___ Source data

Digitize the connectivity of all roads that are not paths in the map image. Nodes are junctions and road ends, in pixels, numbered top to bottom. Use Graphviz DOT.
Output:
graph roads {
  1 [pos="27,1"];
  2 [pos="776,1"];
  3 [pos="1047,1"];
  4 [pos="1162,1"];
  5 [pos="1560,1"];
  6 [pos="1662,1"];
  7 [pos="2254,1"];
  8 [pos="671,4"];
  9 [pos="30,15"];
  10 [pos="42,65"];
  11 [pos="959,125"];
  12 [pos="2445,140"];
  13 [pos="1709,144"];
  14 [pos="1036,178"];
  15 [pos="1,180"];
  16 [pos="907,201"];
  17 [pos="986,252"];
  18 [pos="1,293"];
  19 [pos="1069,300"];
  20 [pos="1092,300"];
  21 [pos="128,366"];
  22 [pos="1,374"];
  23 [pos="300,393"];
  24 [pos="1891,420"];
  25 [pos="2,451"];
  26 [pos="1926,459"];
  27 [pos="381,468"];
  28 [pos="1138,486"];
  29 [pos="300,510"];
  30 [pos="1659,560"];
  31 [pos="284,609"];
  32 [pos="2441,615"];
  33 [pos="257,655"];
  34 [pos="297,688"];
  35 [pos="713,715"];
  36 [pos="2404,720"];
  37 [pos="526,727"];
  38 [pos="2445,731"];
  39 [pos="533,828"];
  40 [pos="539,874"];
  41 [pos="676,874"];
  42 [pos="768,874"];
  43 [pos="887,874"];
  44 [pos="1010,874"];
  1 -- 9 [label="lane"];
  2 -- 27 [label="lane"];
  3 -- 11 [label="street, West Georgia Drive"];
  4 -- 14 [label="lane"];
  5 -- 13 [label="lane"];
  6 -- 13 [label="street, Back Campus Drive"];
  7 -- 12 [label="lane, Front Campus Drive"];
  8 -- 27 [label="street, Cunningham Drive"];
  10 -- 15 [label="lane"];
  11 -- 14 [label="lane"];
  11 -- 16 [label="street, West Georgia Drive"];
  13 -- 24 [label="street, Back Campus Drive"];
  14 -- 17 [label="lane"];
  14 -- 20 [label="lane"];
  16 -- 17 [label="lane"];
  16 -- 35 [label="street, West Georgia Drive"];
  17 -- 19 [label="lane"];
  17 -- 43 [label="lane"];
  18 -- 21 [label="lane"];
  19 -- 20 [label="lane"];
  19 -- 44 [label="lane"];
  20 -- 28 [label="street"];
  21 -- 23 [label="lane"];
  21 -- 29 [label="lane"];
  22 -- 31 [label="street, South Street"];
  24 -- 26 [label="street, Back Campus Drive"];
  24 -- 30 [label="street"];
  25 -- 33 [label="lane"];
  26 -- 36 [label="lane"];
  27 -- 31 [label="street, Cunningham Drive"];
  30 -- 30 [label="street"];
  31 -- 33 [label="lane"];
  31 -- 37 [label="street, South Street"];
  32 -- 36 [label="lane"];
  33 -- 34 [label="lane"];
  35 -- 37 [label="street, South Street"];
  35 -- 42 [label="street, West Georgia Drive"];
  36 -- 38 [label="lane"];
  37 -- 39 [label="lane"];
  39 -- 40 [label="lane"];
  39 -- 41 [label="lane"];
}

______
___ Source data

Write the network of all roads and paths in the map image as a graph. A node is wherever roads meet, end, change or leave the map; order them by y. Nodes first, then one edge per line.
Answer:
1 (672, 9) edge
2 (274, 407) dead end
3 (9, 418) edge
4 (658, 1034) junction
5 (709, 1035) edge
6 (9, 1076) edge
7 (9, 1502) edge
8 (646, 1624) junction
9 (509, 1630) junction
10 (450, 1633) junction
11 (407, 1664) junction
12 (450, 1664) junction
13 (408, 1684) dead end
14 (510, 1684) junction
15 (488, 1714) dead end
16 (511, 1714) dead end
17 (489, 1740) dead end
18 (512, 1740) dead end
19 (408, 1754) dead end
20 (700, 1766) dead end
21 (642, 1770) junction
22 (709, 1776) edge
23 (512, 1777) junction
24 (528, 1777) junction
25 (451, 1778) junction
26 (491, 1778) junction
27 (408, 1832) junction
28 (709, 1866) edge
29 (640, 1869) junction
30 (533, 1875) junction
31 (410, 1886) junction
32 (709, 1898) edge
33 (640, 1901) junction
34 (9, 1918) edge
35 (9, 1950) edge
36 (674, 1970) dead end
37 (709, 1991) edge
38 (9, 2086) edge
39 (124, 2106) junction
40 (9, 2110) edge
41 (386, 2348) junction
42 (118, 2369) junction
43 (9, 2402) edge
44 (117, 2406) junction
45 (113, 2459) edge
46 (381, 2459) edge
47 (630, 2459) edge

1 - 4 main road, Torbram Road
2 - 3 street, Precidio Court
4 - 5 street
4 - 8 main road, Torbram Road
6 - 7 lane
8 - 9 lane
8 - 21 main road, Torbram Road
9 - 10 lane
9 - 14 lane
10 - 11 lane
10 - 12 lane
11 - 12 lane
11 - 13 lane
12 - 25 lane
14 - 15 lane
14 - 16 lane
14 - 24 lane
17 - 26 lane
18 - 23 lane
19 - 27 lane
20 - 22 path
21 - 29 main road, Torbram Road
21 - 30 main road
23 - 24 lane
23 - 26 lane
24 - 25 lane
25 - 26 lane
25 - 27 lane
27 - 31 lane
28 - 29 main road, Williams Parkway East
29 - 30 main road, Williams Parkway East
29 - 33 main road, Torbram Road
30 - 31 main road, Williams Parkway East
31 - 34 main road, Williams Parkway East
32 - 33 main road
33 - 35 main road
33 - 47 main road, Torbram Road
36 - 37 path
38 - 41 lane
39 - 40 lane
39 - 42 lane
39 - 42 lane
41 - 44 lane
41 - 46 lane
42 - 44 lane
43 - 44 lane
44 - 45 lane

______
___ Source data

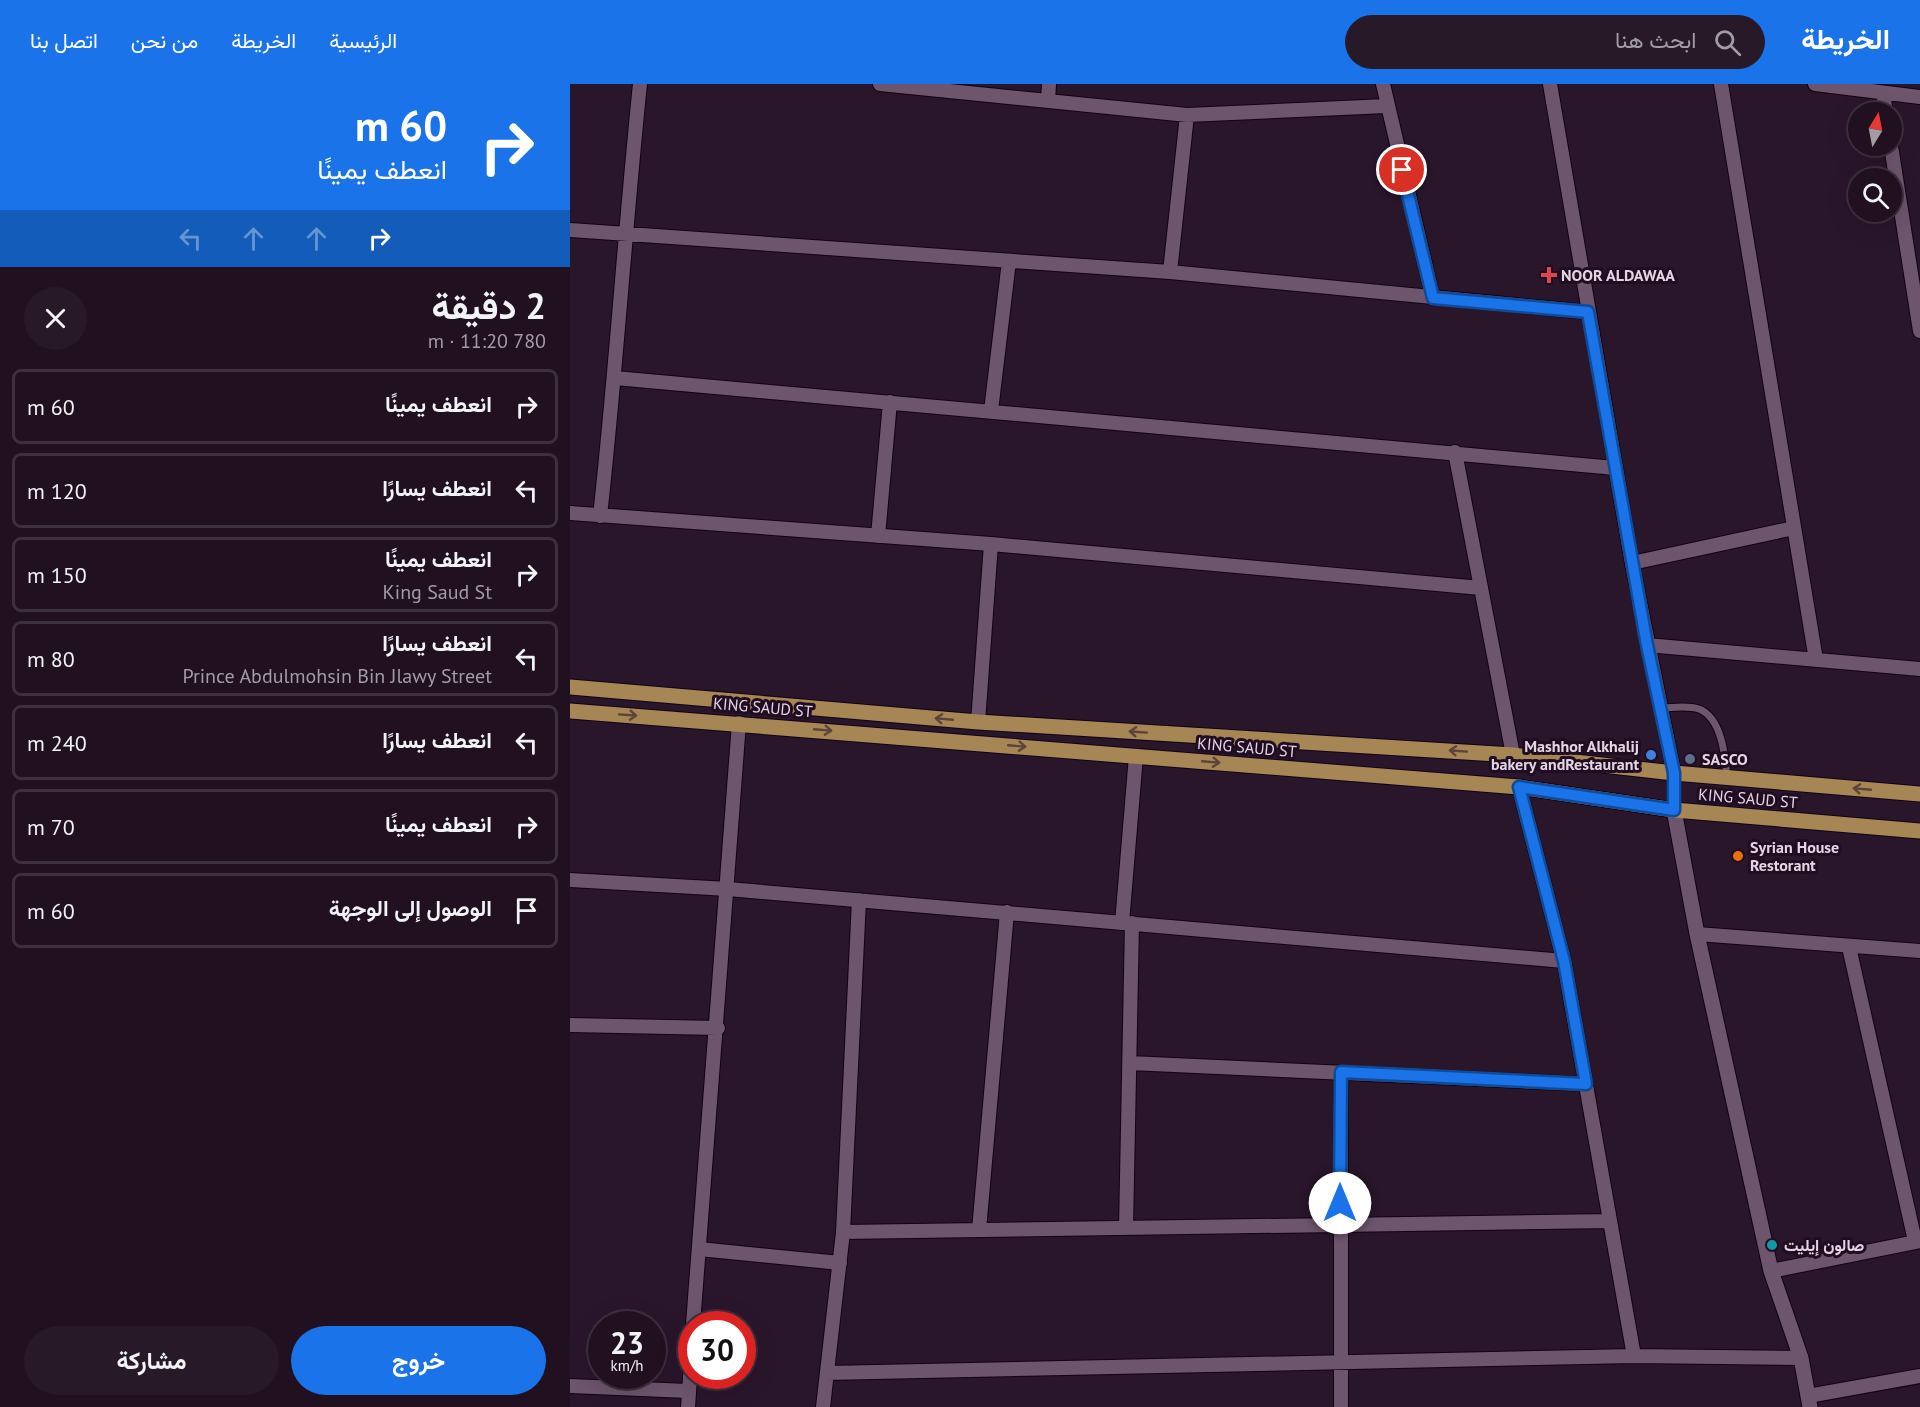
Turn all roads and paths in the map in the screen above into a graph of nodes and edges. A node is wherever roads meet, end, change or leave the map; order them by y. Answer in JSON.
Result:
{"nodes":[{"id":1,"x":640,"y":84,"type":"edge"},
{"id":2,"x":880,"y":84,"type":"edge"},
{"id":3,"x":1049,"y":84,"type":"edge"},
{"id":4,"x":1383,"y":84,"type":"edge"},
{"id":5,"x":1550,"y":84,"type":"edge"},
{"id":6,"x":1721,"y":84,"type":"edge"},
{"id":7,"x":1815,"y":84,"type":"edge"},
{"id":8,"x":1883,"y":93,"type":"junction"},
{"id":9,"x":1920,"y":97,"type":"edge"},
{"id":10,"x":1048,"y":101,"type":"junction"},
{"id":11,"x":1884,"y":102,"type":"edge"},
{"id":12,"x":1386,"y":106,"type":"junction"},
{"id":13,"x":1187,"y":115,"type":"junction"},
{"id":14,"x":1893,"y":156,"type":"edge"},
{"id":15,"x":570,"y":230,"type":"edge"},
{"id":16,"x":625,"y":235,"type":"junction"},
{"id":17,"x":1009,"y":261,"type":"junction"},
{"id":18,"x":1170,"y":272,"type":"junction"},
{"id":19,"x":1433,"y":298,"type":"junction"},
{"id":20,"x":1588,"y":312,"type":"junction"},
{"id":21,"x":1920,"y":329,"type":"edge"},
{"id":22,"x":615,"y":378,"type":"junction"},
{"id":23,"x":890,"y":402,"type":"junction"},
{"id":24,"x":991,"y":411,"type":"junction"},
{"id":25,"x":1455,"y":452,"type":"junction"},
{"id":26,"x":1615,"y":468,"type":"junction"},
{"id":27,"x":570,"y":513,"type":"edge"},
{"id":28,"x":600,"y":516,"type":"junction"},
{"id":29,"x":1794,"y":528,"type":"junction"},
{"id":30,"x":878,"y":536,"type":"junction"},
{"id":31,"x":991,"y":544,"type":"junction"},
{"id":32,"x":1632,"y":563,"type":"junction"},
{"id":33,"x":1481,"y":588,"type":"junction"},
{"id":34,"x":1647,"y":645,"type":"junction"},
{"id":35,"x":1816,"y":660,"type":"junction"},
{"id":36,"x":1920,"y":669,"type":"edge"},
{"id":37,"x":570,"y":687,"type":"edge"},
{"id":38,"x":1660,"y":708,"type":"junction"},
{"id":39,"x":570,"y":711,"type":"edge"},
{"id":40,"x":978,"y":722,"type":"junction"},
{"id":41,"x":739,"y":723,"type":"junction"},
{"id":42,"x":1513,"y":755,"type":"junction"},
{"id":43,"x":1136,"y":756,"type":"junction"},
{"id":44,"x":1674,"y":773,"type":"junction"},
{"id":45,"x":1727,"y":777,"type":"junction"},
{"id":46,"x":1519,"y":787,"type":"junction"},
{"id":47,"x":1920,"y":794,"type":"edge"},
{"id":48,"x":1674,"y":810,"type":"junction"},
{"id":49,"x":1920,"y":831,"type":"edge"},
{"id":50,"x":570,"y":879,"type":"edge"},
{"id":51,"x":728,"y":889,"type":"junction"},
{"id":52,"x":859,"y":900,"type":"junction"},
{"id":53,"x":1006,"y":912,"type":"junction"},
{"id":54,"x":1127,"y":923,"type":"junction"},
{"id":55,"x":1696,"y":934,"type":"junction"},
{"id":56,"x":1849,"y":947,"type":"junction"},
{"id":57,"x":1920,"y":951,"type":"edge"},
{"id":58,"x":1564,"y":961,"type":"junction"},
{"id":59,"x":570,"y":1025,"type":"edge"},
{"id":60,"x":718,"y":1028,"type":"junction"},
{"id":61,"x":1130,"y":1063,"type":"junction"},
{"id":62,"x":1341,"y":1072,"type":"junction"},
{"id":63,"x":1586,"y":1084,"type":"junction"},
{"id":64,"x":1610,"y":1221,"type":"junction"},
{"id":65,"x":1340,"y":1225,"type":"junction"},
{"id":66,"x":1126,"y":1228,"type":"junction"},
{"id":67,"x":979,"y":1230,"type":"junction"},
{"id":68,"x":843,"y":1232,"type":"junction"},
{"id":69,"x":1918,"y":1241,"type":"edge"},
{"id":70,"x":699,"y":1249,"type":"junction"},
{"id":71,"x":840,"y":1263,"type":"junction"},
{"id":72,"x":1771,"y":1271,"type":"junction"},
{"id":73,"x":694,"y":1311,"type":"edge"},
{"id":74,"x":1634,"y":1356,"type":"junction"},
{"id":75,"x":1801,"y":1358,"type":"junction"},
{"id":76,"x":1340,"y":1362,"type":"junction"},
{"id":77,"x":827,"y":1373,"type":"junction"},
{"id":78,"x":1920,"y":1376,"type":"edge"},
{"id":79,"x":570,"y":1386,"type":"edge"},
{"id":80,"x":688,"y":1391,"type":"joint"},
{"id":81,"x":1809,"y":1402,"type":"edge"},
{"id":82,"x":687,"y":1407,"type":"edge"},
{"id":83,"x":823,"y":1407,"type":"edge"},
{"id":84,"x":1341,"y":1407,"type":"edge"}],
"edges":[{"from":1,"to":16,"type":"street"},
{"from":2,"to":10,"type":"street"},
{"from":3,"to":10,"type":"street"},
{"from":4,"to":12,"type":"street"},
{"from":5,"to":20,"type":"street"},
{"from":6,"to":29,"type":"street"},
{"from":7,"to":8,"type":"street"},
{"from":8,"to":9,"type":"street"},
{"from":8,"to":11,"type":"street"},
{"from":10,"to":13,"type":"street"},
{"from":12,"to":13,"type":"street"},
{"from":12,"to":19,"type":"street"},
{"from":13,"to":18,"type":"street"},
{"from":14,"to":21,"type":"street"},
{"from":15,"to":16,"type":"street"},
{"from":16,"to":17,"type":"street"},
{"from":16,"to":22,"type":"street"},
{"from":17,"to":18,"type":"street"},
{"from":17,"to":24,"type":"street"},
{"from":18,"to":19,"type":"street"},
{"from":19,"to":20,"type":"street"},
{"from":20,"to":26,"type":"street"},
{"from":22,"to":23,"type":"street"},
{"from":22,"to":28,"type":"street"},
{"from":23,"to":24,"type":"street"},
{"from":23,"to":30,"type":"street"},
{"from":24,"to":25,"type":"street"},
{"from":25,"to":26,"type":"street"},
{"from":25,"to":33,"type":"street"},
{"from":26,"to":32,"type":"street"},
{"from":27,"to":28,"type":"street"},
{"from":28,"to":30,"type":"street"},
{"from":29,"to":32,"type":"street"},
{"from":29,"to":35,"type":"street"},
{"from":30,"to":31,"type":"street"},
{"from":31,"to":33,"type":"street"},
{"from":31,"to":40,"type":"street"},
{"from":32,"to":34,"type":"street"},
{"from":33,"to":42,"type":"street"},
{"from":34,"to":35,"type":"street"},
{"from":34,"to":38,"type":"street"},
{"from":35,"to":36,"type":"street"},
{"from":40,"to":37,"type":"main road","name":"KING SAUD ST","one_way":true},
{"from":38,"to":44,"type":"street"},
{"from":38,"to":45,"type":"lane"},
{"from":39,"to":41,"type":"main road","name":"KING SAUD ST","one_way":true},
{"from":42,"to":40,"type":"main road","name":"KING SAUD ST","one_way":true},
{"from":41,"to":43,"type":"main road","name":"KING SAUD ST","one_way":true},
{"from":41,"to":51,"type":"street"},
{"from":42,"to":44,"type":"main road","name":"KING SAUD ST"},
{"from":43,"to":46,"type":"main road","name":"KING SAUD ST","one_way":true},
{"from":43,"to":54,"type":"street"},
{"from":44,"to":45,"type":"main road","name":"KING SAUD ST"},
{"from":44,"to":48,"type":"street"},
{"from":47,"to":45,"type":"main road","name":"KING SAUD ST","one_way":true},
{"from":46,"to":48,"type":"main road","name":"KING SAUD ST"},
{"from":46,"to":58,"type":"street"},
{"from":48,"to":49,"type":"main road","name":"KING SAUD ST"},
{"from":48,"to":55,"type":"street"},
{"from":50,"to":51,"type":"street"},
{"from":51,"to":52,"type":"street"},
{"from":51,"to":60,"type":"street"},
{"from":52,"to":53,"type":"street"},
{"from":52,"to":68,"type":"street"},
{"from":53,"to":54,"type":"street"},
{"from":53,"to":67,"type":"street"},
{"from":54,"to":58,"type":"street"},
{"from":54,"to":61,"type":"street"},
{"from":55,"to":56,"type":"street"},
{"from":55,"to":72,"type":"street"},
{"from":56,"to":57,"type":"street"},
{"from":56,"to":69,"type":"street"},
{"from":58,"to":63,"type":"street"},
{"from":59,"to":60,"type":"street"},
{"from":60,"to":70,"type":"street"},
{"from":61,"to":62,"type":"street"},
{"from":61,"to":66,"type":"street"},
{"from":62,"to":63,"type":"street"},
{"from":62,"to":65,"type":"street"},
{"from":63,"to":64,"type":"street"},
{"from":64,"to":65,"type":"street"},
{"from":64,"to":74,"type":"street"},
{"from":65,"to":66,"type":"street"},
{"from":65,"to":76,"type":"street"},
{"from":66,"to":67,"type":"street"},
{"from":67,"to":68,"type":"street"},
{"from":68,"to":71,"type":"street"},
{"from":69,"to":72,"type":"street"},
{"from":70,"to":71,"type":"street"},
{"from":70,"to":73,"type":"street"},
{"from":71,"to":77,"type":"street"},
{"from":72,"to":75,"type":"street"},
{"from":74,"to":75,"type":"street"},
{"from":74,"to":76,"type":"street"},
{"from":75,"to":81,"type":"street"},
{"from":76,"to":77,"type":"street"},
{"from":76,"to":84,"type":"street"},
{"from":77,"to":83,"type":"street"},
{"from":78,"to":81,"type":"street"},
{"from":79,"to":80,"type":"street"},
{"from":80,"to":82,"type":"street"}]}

______

Copy all lines of the records in which the string "Cunningham" can be found.

  8 -- 27 [label="street, Cunningham Drive"];
  27 -- 31 [label="street, Cunningham Drive"];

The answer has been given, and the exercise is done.